Buffer

Allergies In Dogs – What Are The Symptoms And Treatments?

Elvis Elvis

Ahhhhh…chooooo God Bless You Fido

Poor Fido’s eyes are running and he can’t seem to stop itching. Allergies in dogs are as common as they are for humans. There are five known types of allergies that dogs are susceptible to:

  • Contact dermatitis
  • Flea allergies
  • Food allergies
  • Bacterial allergies
  • Inhalant allergies

These allergies can be hereditary or acquired. The most common allergen to dogs is the inhalant type. The same types of inhalants that affect humans also affect dogs. They are:

  • Tree pollens
  • Grass pollens
  • Weed pollens
  • Mold
  • Mildew

Allergies In Dogs   What Are The Symptoms And Treatments?

As humans when we inhale an allergen we have symptoms of coughing, sneezing, a running nose, and watery eyes. Dogs can experience these symptoms too, however they will also itch, and itch, and itch. Some times they get to the point where they will chew and lick their body enough to cause hair loss and inflamed areas of the skin.

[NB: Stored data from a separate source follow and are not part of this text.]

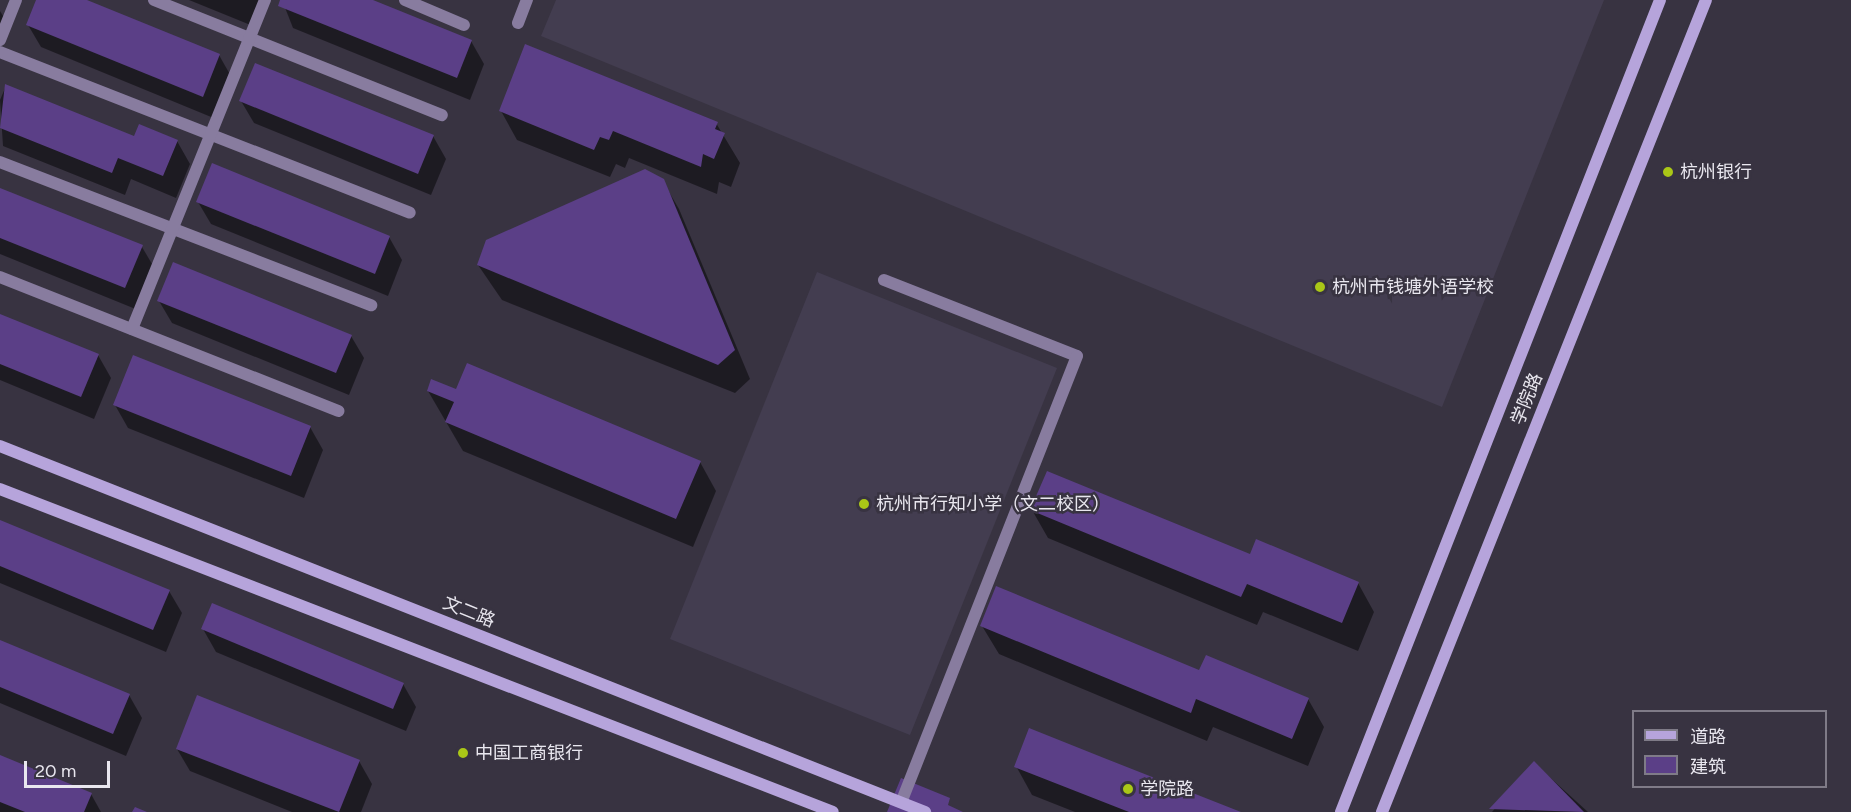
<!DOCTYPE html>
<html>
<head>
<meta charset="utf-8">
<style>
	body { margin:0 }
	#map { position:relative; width:1851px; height:812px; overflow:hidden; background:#383341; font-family:Figtree,"Noto Sans SC",sans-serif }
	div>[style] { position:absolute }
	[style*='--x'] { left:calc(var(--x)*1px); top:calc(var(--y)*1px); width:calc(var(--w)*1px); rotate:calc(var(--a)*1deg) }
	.built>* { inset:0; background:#433d50 }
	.shadow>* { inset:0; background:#0007 }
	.building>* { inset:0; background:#5b3f87 }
	.service>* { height:12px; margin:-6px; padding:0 6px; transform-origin:6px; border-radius:6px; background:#887c9f }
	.minor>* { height:12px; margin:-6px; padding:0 6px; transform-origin:6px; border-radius:6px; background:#887c9f }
	.secondary>* { height:12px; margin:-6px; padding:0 6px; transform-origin:6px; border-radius:6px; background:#b6a4db }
	.dots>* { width:16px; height:16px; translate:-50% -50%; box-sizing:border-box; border:3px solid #383341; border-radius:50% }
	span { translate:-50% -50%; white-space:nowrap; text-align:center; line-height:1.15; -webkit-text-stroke:5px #383341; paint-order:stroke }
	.poi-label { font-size:18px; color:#e9e7ef }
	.left { translate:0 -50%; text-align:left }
	.street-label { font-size:18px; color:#e9e7ef }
	.legend { position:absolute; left:1632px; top:710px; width:195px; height:78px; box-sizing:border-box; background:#383341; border:2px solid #7f7b87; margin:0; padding:8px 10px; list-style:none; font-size:18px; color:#e9e7ef }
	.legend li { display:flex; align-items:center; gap:12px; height:30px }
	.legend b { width:30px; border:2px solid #7f7b87 }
	.scale { position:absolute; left:24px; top:761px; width:86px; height:27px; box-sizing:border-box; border:3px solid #e9e7ef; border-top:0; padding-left:8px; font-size:18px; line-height:21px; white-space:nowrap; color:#e9e7ef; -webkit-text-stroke:4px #383341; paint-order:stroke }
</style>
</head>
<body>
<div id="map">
	<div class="built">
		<div style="clip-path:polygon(556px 0,1604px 0,1442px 407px,541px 36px)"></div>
		<div style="clip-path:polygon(817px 272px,1057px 368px,910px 735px,670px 639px)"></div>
	</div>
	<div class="shadow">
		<div style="clip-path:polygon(38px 0,83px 0,219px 55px,232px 78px,216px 119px,41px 47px,28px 25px)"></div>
		<div style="clip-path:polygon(189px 0,263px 0,253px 26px)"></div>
		<div style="clip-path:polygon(282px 0,369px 0,471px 41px,484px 64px,470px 100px,293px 28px)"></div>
		<div style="clip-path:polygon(0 11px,5px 19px,0 30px)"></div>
		<div style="clip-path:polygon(6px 86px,135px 138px,177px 141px,190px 164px,176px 198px,131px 179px,125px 195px,3px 146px,0 100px)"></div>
		<div style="clip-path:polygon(241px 101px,433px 136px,446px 159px,431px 195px,254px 123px)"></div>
		<div style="clip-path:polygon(501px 111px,716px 123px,740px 163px,731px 187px,719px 182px,717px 194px,629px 158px,625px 168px,616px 164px,610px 177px,517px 140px)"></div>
		<div style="clip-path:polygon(645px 171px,662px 180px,679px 209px,750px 379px,735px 393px,502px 300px,478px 265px,487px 242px)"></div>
		<div style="clip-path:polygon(0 189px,142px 247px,155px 269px,138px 310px,0 254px)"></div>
		<div style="clip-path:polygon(198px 202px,389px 237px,402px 260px,388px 296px,211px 224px)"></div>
		<div style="clip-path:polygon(159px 301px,351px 336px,364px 358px,349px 395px,172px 323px)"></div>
		<div style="clip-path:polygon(0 315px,98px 355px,111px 378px,94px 419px,0 380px)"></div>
		<div style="clip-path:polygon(428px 391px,456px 391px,700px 462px,716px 491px,693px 547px,463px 451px)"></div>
		<div style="clip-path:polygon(115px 405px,310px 427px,323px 450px,304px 498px,128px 428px)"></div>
		<div style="clip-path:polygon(1032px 510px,1358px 583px,1374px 612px,1358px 651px,1263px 612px,1257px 625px,1048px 538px)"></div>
		<div style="clip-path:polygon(0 521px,169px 591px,182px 613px,166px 652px,0 583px)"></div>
		<div style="clip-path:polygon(982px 626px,1308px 699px,1324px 727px,1308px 766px,1213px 727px,1207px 741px,999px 654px)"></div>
		<div style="clip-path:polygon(203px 629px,403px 684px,416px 707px,406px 731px,216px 652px)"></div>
		<div style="clip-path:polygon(0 642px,129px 695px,142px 718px,126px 756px,0 703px)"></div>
		<div style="clip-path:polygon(177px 749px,359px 761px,372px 784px,361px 812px,292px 812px,190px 771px)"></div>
		<div style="clip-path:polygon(0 757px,91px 794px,101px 812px,0 812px)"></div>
		<div style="clip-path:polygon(1534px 763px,1588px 812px,1492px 812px)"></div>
		<div style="clip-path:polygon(1016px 766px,1237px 812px,1075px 812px,1032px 795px)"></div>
	</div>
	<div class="building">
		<div style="clip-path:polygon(36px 0,87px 0,220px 54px,203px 97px,26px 25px)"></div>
		<div style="clip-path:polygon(280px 0,373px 0,472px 40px,457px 78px,278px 6px)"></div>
		<div style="clip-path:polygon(525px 44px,718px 122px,715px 129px,725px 133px,714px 159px,703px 154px,701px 167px,613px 131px,609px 140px,600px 137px,594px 150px,499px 111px)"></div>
		<div style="clip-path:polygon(255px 63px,434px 135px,418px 174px,239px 101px)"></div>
		<div style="clip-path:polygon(5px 84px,134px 136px,139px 124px,178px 140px,163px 176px,118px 158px,112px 173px,0 128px)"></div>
		<div style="clip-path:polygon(212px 163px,390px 236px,375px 274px,196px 202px)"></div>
		<div style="clip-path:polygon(645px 169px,664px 179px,735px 350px,718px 365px,477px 265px,486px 240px)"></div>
		<div style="clip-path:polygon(0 188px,143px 245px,125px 288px,0 238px)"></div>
		<div style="clip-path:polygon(173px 262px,352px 335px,336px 373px,157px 301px)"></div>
		<div style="clip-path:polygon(0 314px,99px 354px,81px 397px,0 364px)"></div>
		<div style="clip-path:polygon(133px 355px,311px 426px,291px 476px,113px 405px)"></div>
		<div style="clip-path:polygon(467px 363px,701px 461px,676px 519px,445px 422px,454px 402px,427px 391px,431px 379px,456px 389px)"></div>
		<div style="clip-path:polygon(1047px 471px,1250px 554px,1256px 539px,1359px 582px,1342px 623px,1247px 584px,1241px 597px,1030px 510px)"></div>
		<div style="clip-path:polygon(0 520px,170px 590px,153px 630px,0 566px)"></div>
		<div style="clip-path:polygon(996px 586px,1199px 670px,1206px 655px,1309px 698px,1292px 739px,1196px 699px,1191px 713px,980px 626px)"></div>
		<div style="clip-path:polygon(212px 603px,404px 683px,393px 709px,201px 629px)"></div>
		<div style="clip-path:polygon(0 640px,130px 694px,113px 734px,0 687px)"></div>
		<div style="clip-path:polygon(197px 695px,360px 760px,339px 812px,176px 749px)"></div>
		<div style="clip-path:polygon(1029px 728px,1104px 758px,1241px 812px,1129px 812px,1014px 767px)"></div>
		<div style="clip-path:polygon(0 755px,92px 793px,84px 812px,25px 812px,0 802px)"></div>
		<div style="clip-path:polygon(1534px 761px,1584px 812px,1489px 809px)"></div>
		<div style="clip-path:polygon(901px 778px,950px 798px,948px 805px,963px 812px,887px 812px)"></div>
		<div style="clip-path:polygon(135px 807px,147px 812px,132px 812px)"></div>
	</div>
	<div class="service">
		<div style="--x:154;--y:0;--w:310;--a:21.8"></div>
		<div style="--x:518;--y:23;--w:25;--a:-69"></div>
		<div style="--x:0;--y:40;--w:43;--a:-68.2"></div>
		<div style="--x:0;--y:52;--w:440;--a:21.4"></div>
		<div style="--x:0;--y:162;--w:398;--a:21.1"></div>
		<div style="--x:0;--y:277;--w:364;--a:21.6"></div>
		<div style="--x:132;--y:329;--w:355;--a:-68"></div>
	</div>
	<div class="minor">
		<div style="--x:405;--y:0;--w:64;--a:23"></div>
		<div style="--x:884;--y:280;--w:207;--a:21.5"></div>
		<div style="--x:1077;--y:356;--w:479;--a:111.5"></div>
	</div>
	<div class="secondary">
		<div style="--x:0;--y:446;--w:995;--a:21.59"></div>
		<div style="--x:0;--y:489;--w:893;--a:21.19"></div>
		<div style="--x:1341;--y:812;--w:872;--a:-68.55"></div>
		<div style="--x:1382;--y:812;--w:874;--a:-68.25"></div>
	</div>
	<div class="dots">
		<div style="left:1668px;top:172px;background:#aac717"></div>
		<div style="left:1320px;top:287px;background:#aac717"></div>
		<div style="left:864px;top:504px;background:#aac717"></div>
		<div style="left:463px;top:753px;background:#aac717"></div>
		<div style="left:1128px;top:789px;background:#aac717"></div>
	</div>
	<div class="poi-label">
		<span class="left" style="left:1680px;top:172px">杭州银行</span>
		<span class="left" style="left:1332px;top:287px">杭州市钱塘外语学校</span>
		<span class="left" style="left:876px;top:504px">杭州市行知小学（文二校区）</span>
		<span class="left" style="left:475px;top:753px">中国工商银行</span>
		<span class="left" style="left:1140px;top:789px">学院路</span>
	</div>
	<div class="street-label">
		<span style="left:1527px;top:399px;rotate:-68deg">学院路</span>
		<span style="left:469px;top:612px;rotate:22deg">文二路</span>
	</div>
	<ul class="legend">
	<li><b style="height:8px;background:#b6a4db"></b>道路</li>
	<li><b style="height:16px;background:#5b3f87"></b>建筑</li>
	</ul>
	<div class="scale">20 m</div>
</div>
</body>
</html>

Treating an inhalant allergy with natural holistic therapies can often be an effective way to control the allergy. Omega fatty acids (fish oils), gamma linoleic acid(omega-6 essential fatty acid found primarily in vegetable oils), vitamin A, and E along with natural anti-inflammatorys such as quercetin (a yellow crystalline pigment occurring usually in the form of glycosides in various plants) and bioflavanoids (a vitamin that maintains the resistance of cell and capillary walls to permeation) can usually control symptoms.

Dogs with just seasonal inhalant allergies should be put on a year-round fatty acid supplement program. A year round treatment will help manage the symptoms before they become severe, which is usually in the spring and fall.